Find the lines in the records that carry the word "paths". Copy each one.
+++ Dataset content
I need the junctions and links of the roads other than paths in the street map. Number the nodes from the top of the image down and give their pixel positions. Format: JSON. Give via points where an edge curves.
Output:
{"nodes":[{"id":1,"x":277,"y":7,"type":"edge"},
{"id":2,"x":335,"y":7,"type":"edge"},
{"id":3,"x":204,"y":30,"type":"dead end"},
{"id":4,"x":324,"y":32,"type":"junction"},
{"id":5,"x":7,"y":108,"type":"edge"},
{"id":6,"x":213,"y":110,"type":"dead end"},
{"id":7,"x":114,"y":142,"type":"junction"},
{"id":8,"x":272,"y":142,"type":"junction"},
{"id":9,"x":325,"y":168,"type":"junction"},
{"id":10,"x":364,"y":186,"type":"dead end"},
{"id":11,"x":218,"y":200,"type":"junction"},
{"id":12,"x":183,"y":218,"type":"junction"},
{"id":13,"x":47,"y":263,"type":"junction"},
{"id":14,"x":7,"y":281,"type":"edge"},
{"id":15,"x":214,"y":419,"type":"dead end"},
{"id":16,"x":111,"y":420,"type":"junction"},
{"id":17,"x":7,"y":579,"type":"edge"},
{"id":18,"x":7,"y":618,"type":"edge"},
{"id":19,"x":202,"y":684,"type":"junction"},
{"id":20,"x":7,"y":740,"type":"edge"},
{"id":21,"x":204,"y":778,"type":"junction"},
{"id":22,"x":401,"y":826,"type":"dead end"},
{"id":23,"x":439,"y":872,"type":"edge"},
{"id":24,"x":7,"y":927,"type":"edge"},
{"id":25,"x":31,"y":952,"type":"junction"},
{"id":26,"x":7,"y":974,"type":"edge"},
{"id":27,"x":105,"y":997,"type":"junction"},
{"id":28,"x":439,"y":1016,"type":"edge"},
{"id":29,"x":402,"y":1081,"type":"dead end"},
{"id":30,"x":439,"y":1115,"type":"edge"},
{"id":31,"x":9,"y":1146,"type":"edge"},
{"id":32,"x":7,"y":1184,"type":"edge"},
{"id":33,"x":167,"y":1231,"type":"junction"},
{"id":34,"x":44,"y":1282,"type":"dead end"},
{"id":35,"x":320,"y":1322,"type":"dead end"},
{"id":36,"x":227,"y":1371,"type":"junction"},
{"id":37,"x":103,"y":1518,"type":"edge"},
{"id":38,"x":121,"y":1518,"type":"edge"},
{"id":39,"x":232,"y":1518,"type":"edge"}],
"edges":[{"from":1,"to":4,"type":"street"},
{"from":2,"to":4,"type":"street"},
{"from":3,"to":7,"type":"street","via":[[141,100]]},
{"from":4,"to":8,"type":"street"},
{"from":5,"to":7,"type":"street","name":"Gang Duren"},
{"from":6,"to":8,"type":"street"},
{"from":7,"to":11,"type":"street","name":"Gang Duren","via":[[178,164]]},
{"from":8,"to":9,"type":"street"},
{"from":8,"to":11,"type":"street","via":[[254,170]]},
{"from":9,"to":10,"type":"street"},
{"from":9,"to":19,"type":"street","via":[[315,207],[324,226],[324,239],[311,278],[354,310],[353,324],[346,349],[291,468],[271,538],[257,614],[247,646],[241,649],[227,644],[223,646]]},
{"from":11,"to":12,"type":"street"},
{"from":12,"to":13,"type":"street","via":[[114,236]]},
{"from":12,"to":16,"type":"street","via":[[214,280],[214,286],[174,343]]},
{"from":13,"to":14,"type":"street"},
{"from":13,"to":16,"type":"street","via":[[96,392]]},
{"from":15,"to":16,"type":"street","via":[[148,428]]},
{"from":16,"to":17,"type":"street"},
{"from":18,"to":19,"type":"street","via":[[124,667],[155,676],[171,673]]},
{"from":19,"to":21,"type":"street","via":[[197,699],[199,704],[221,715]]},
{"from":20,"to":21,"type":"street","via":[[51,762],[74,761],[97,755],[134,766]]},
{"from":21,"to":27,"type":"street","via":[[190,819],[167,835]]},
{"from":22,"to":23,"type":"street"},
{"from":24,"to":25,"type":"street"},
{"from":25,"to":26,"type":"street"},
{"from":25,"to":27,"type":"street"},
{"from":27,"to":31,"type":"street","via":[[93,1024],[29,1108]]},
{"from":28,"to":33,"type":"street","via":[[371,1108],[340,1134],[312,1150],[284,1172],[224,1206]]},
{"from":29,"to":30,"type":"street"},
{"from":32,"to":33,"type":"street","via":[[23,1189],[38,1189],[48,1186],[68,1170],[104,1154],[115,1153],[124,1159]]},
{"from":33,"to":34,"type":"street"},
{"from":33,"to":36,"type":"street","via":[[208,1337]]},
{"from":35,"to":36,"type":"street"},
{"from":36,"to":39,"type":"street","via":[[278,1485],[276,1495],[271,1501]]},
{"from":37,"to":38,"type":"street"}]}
++++++
+++ Dataset content
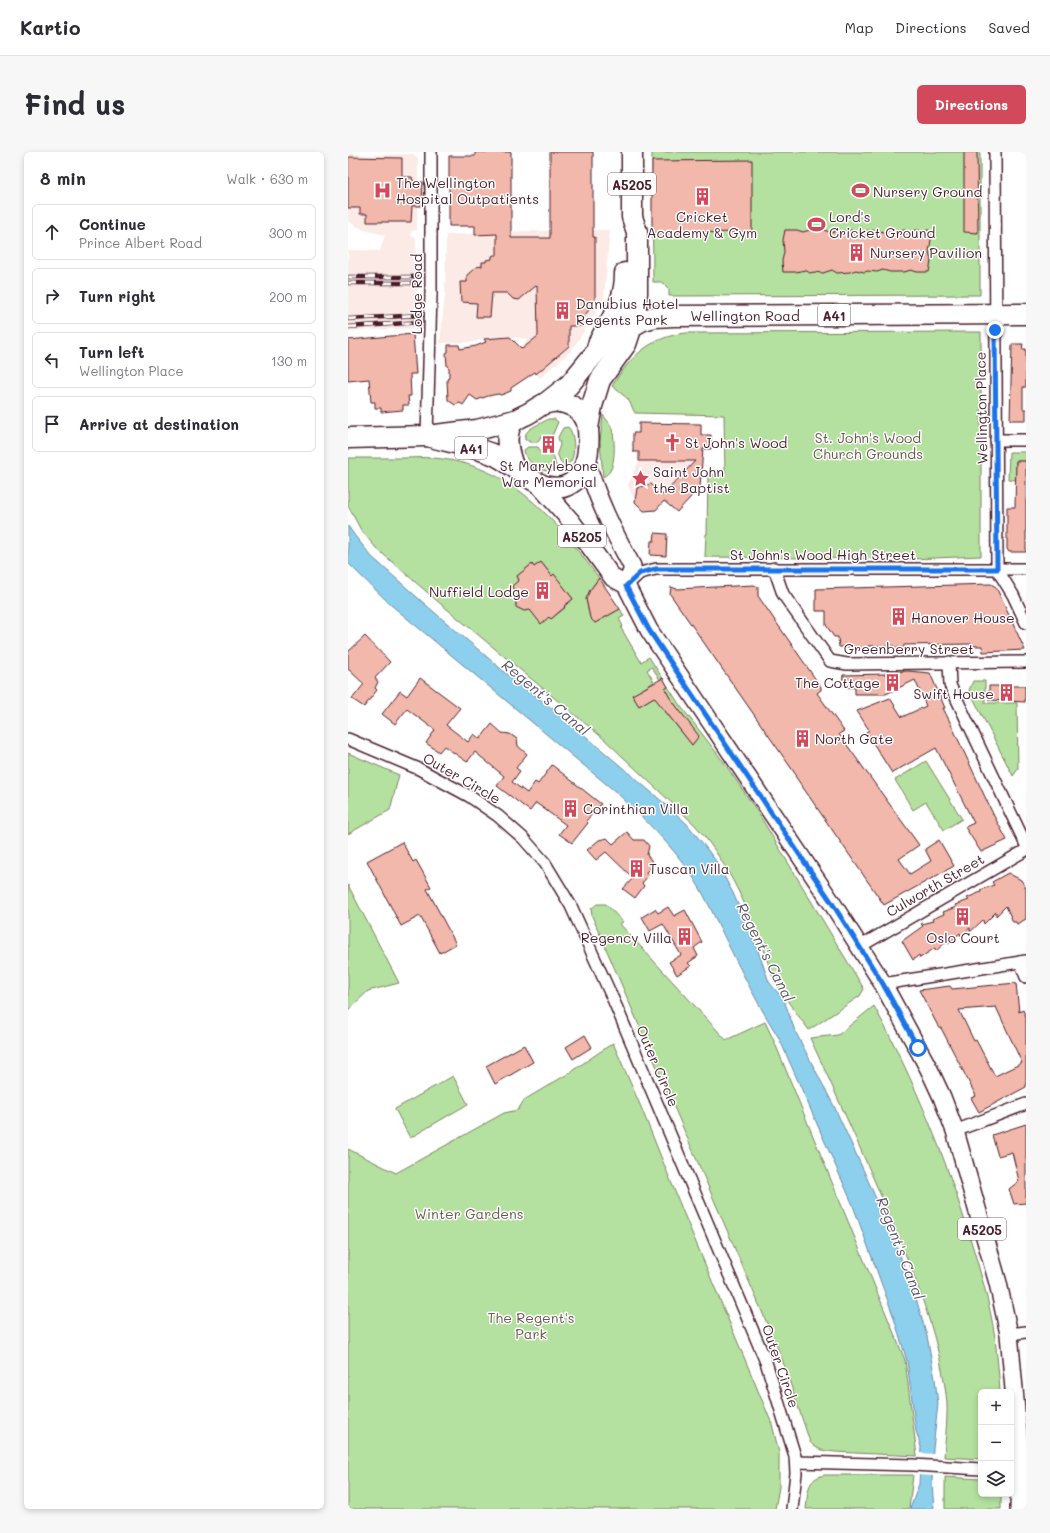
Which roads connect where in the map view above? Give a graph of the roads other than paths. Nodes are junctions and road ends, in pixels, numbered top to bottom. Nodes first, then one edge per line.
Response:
++++++
Task answer:
I need the junctions and links of the roads other than paths in the street map. Number the nodes from the top of the image down and give their pixel positions. Format: JSON. Give via points where an edge curves.
Which roads connect where in the map view above? Give a graph of the roads other than paths. Nodes are junctions and road ends, in pixels, numbered top to bottom. Nodes first, then one edge per line.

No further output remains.